La femme parut sur le point de s'indigner, mais elle poussa un soupir :
— D'accord, je viens ici pour me détendre, ça vous va ? se résigna-t-elle.
— Vous voulez dire que vous vous occupez bénévolement de ce jardin abandonné ? s'étonna Alex.
— Je vis en appartement, expliqua la femme, et j'ai besoin de m'aérer l'esprit !
— Je vois, dit Alex qui ne s'expliquait pourtant pas pour quelle raison cette femme passait du temps à s'occuper du bien d'autrui.
— Alors si vous n'y voyez pas d'inconvénient, poursuivit-elle, je vais finir de désherber ces saletés qui étouffent les cyclamens. J'ai pas mal de retard avec ma tendinite du pouce, et elles sont en train de crever...
Alex remarqua alors le bandage autour de ses doigts.
— Je peux vous aider, je n'ai rien d'autre à faire.
La femme parut réfléchir, mais finit par hausser les épaules.
Il l'aida donc à arracher les mauvaises herbes et à arroser les parterres de cyclamens desséchés, en feignant de ne pas voir qu'elle l'observait à la dérobée.
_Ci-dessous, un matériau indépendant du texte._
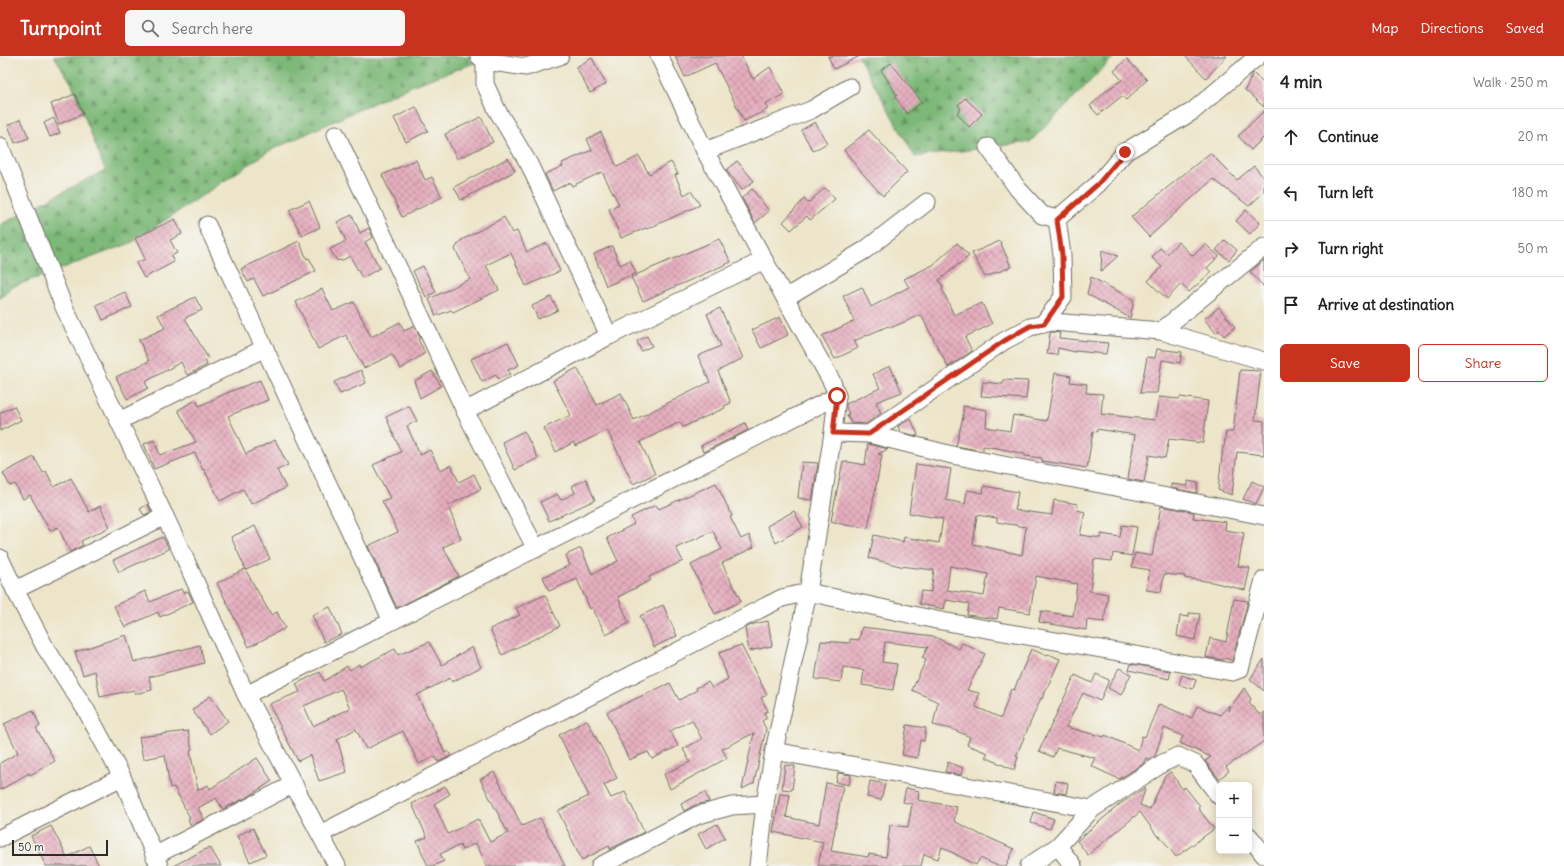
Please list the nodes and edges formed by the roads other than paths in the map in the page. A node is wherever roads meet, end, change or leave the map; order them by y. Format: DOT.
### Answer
graph roads {
  1 [pos="560,56"];
  2 [pos="659,56"];
  3 [pos="1258,56"];
  4 [pos="482,59"];
  5 [pos="850,87"];
  6 [pos="336,134"];
  7 [pos="0,146"];
  8 [pos="988,147"];
  9 [pos="705,151"];
  10 [pos="927,202"];
  11 [pos="1057,220"];
  12 [pos="207,225"];
  13 [pos="1264,247"];
  14 [pos="764,260"];
  15 [pos="785,298"];
  16 [pos="1044,324"];
  17 [pos="1161,331"];
  18 [pos="608,336"];
  19 [pos="265,348"];
  20 [pos="1264,360"];
  21 [pos="837,396"];
  22 [pos="465,411"];
  23 [pos="119,421"];
  24 [pos="833,433"];
  25 [pos="869,434"];
  26 [pos="165,516"];
  27 [pos="1264,516"];
  28 [pos="536,549"];
  29 [pos="0,558"];
  30 [pos="1264,580"];
  31 [pos="15,590"];
  32 [pos="808,592"];
  33 [pos="392,621"];
  34 [pos="246,695"];
  35 [pos="774,751"];
  36 [pos="122,777"];
  37 [pos="294,784"];
  38 [pos="1216,792"];
  39 [pos="765,804"];
  40 [pos="1092,809"];
  41 [pos="320,834"];
  42 [pos="0,838"];
  43 [pos="1252,839"];
  44 [pos="1058,846"];
  45 [pos="1263,851"];
  46 [pos="156,861"];
  47 [pos="337,866"];
  48 [pos="600,866"];
  49 [pos="758,866"];
  50 [pos="1029,866"];
  51 [pos="1073,866"];
  1 -- 4 [label="street"];
  2 -- 9 [label="street"];
  3 -- 11 [label="street"];
  4 -- 18 [label="street"];
  5 -- 9 [label="street"];
  6 -- 22 [label="street"];
  7 -- 23 [label="street"];
  8 -- 11 [label="street"];
  9 -- 14 [label="street"];
  10 -- 15 [label="street"];
  11 -- 16 [label="street"];
  12 -- 19 [label="street"];
  13 -- 17 [label="street"];
  14 -- 15 [label="street"];
  14 -- 18 [label="street"];
  15 -- 21 [label="street"];
  16 -- 17 [label="street"];
  16 -- 25 [label="street"];
  17 -- 20 [label="street"];
  18 -- 22 [label="street"];
  19 -- 23 [label="street"];
  19 -- 33 [label="street"];
  21 -- 24 [label="street"];
  21 -- 28 [label="street"];
  22 -- 28 [label="street"];
  23 -- 26 [label="street"];
  24 -- 25 [label="street"];
  24 -- 32 [label="street"];
  25 -- 27 [label="street"];
  26 -- 31 [label="street"];
  26 -- 34 [label="street"];
  28 -- 33 [label="street"];
  29 -- 31 [label="street"];
  30 -- 32 [label="street"];
  31 -- 36 [label="street"];
  32 -- 35 [label="street"];
  32 -- 41 [label="street"];
  33 -- 34 [label="street"];
  34 -- 37 [label="street"];
  35 -- 39 [label="street"];
  35 -- 40 [label="street"];
  36 -- 42 [label="street"];
  36 -- 46 [label="street"];
  37 -- 41 [label="street"];
  37 -- 46 [label="street"];
  38 -- 40 [label="street"];
  39 -- 48 [label="street"];
  39 -- 49 [label="street"];
  40 -- 44 [label="street"];
  41 -- 47 [label="street"];
  43 -- 45 [label="street"];
  44 -- 50 [label="street"];
  44 -- 51 [label="street"];
}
De façon inattendue, cette activité en plein air lui procura un profond bien-être, et il sentit que ses pensées se dégageaient enfin de leurs entraves, tandis qu'il s'enivrait de soleil et de la fragrance capiteuse des lilas.
— J'ai fini pour aujourd'hui, annonça-t-elle au bout d'un moment en rangeant ses outils.
— Ça vous dérange si je reviens ici ? s'enquit Alex.
Elle lui répondit par le premier sourire qu'il voyait sur son visage un peu grave.

La période qui s'ensuivit fut riche en sensations inédites pour Alex. Il retrouvait régulièrement Esther et au fil des heures, l'air tiédi s'épanouissait doucement, embaumant le parfum des floraisons soigneusement entretenues. Il savourait la sensualité veloutée du jasmin mêlée à la fraîcheur citronnée du magnolia ; les bruits nocturnes aux consonances argentines, les crissements des insectes, les frôlements dans les feuilles les entouraient d'une musique familière et suave que le jardin recomposait chaque soir à leur intention. Il aidait du mieux qu'il pouvait sa nouvelle amie en suivant ses consignes mot à mot, et le jardin prenait des allures de rêve luxuriant sous un ciel qui se tamisait d'étoiles.
Après avoir trimé, les ongles noirs de terre, leurs bras nus zébrés d'égratignures, ils allumaient une cigarette avant de rentrer chacun chez soi. Un soir, ils croquèrent leurs premières tomates-cerises en buvant un verre de rosé. Désormais, les journées ne se déroulaient plus de la même façon, au travail Alex rangeait les produits dans les rayons avec ardeur, comme si accélérer sa tâche pouvait précipiter l'instant où il rejoindrait Esther dans le jardin secret. C'était un moment toujours exaltant pour lui, celui où il franchissait la brèche et retrouvait cet espace de liberté, loin du bruit du supermarché et du tumulte de sa vie.
Que se passa-t-il ensuite entre eux ? Abandonnons-leur cette intimité naissante, car les jardins sont des lieux magiques où il suffit de se permettre de respirer, de voir et d'entendre pour se sentir renaître, où il faut juste profiter d'une parenthèse enchantée à l'abri du reste de l'univers. En symbiose avec nos racines, celles qui nous relient au monde.